Dieta vegana per il figlio. Chi decide?

Rita Rossi
10 Gennaio 2017

La questione affrontata dal tribunale di Monza si inscrive tra quelle relative al contrasto tra genitori sulle decisioni di maggiore importanza per il figlio minore, tra cui rientra la scelta di una dieta alimentare diversa da quella abituale.
Massima

Il minore può essere sottoposto a dieta vegana se questa non risulti inadeguata sulla base di specifico accertamento peritale e vengano effettuate, allorchè suggerite dal consulente tecnico, le integrazioni alimentari ed i controlli medici necessari.

Conseguentemente, il giudice può disporre che il Comune affidatario del minore comunichi alla scuola frequentata dal bambino la possibilità di praticare una dieta vegana, con le integrazioni raccomandate e controlli medici periodici.

Il caso

Protagonista passivo della decisione in commento è un bambino di otto anni, affidato ai Servizi Sociali e, ciò nonostante, al centro del contrasto tra i due genitori riguardo alla dieta alimentare.

I dati disponibili non consentono di ricostruire esattamente la vicenda. Così, non è dato sapere perchè l'Ente affidatario non sia stato contraddittore nel procedimento nè per quale ragione la controversia si sia svolta tra i due genitori, pur non essendo essi affidatari del figlio.

Ciò che invece si ricava chiaramente dal testo del provvedimento è che la madre si era rivolta al Tribunale ordinario per ottenere la modifica di una precedente decisione negativa del giudice minorile, che aveva negato l'autorizzazione alla dieta vegana.

Il tribunale si avvaleva di una CTU per accertare se la dieta vegana fosse o meno rispondente alle necessità di crescita del minore e al suo fabbisogno di apporti nutritivi.

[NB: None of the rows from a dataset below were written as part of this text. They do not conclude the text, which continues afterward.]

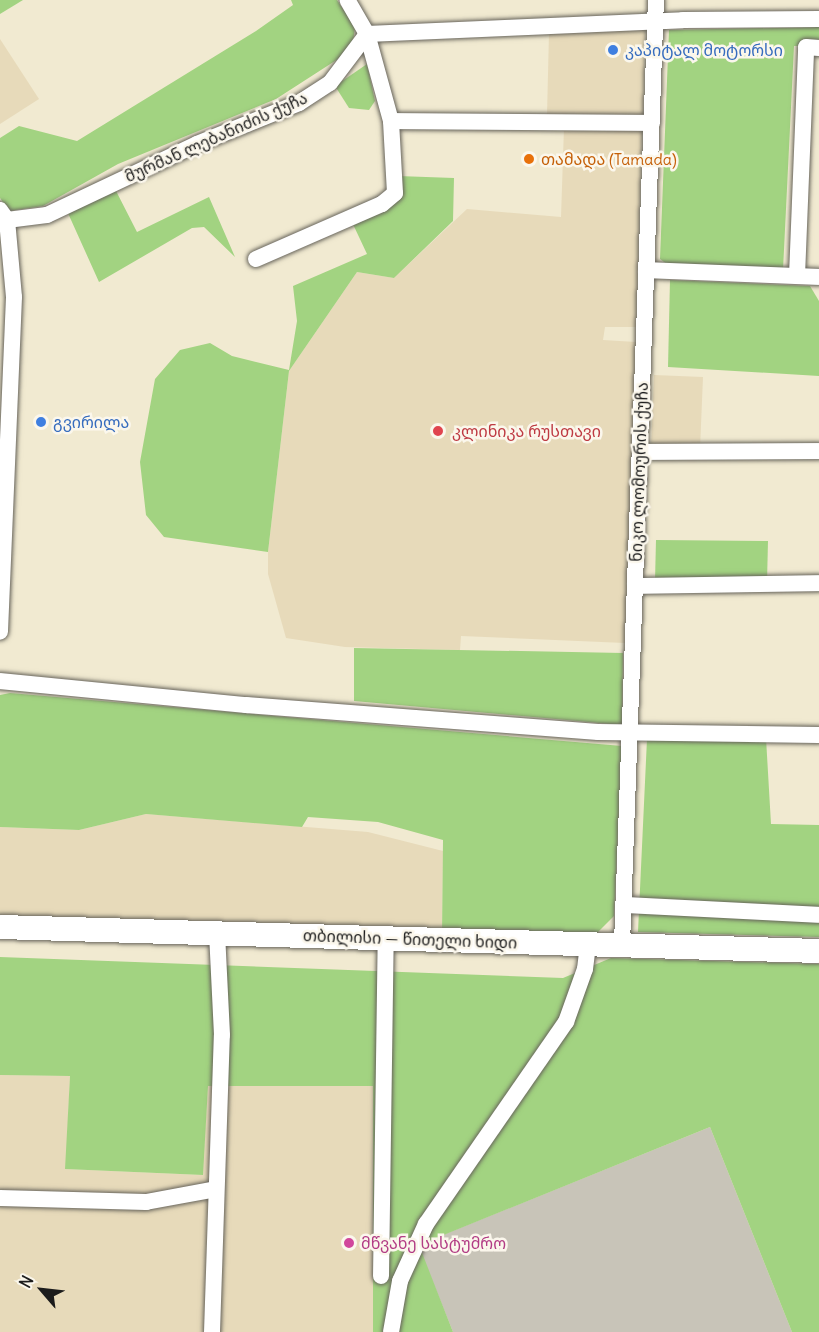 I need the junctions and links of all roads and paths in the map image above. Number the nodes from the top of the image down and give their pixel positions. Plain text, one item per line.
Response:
1 (347, 0) edge
2 (656, 0) edge
3 (819, 19) edge
4 (656, 22) junction
5 (367, 34) junction
6 (819, 48) edge
7 (391, 121) junction
8 (652, 123) junction
9 (4, 215) edge
10 (256, 259) dead end
11 (646, 270) junction
12 (797, 276) junction
13 (819, 277) edge
14 (819, 451) edge
15 (640, 452) junction
16 (819, 583) edge
17 (635, 586) junction
18 (1, 608) edge
19 (0, 632) edge
20 (0, 681) edge
21 (629, 734) junction
22 (819, 735) edge
23 (624, 905) junction
24 (819, 915) edge
25 (0, 927) edge
26 (217, 933) junction
27 (387, 938) junction
28 (588, 944) junction
29 (622, 945) junction
30 (819, 951) edge
31 (216, 1190) junction
32 (0, 1198) edge
33 (381, 1276) dead end
34 (212, 1332) edge
35 (391, 1332) edge

1 - 5 street
2 - 4 street, ნიკო ლომოურის ქუჩა
3 - 4 street
4 - 5 street
4 - 8 street, ნიკო ლომოურის ქუჩა
5 - 7 street
5 - 9 street, მურმან ლებანიძის ქუჩა
6 - 12 street
7 - 8 street
7 - 10 street
8 - 11 street, ნიკო ლომოურის ქუჩა
9 - 18 street
11 - 12 street
11 - 15 street, ნიკო ლომოურის ქუჩა
12 - 13 street
14 - 15 street
15 - 17 street, ნიკო ლომოურის ქუჩა
16 - 17 street
17 - 21 street, ნიკო ლომოურის ქუჩა
18 - 19 street
20 - 21 street
21 - 22 street
21 - 23 street, ნიკო ლომოურის ქუჩა
23 - 24 street
23 - 29 street, ნიკო ლომოურის ქუჩა
25 - 26 highway, თბილისი — წითელი ხიდი
26 - 27 highway, თბილისი — წითელი ხიდი
26 - 31 street
27 - 28 highway, თბილისი — წითელი ხიდი
27 - 33 street
28 - 29 highway, თბილისი — წითელი ხიდი
28 - 35 street
29 - 30 highway, თბილისი — წითელი ხიდი
31 - 32 street
31 - 34 street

Il consulente tecnico escludeva che taluni valori del sangue fuori range e l'età ossea inferiore all'età anagrafica fossero riconducibili a deficit alimentari, ma riscontrava una malnutrizione proteica ascrivibile all'alimentazione vegan cui già in passato il minore era stato sottoposto.

Da qui la constatazione del tribunale «che la dieta vegana così come è stata condotta sino ad ora non sia da ritenersi valida».

I giudici lombardi autorizzavano la dieta vegana, purchè integrata e bilanciata secondo le indicazioni date dal CTU e con un monitoraggio costante delle condizioni nutrizionali del bambino; e disponevano che il Comune affidatario del minore provvedesse a comunicare alla scuola la possibilità per il minore di seguire detta dieta; con prescrizione alle parti (i genitori) di sottoporre il minore a controlli sulla crescita, da effettuare in ambiente ospedaliero (semestrali per il primo anno, annuali in seguito), comunicandone l'esito all'Ente affidatario e con integrazione della dieta secondo le indicazioni e i suggerimenti del CTU.

La questione

La questione affrontata dal tribunale di Monza si inscrive tra quelle relative al contrasto tra genitori sulle decisioni di maggiore importanza per il figlio minore. Non vi è dubbio, infatti, che la scelta di una dieta alimentare diversa da quella abituale per la maggior parte della popolazione costituisca una decisione importante per la vita di un bambino, potendo incidere sulla sua crescita e salute.

In tal senso si esprimono, peraltro, due recenti decisioni romane (Trib. Roma, sez. I civ., 20 maggio 2016 e Trib. Roma, sez. I, 19 ottobre 2016) in cui si legge: «La decisione relativa al regime alimentare del figlio minore deve indubbiamente essere considerata di maggiore interesse, inerendo la salute del figlio».

La peculiarità del caso in esame è data dal fatto che il contrasto relativo alla dieta vegana era insorto tra genitori che, almeno in quel momento, non avevano l'esercizio della responsabilità genitoriale, essendo il bambino affidato al Comune.

Diversamente, nei due casi romani, la scelta relativa al regime alimentare per la figlia era oggetto di contrasto tra genitori in affidamento condiviso.

Viene, pertanto, in considerazione - oltre alla praticabilità della dieta vegana per un bambino in età scolare - anche la questione di quale sia il soggetto chiamato a decidere, se cioè la decisione spetti ai genitori pur non esercenti la responsabilità genitoriale e, in caso di loro contrasto, al giudice o, piuttosto, all'Ente affidatario.

Le soluzioni giuridiche

Come è noto, nel caso di separazione, le decisioni relative a questioni importanti spettano ad entrambi i genitori che siano affidatari in via condivisa del figlio minore. E, difatti, il figlio minore - secondo quanto prevede il comma 1 dell'art. 337-ter c.c. - ha diritto di ricevere cura da entrambi i genitori, mentre la responsabilità genitoriale è esercitata da entrambi e le decisioni di maggior interesse tra cui quelle afferenti la salute sono assunte di comune accordo (art. 337-ter, comma 3, c.c.). In caso di disaccordo tra gli affidatari la decisione è rimessa al giudice (art. 337-ter, comma 3, c.c.) (Trib.Roma, sez. I, 3 agosto 2015).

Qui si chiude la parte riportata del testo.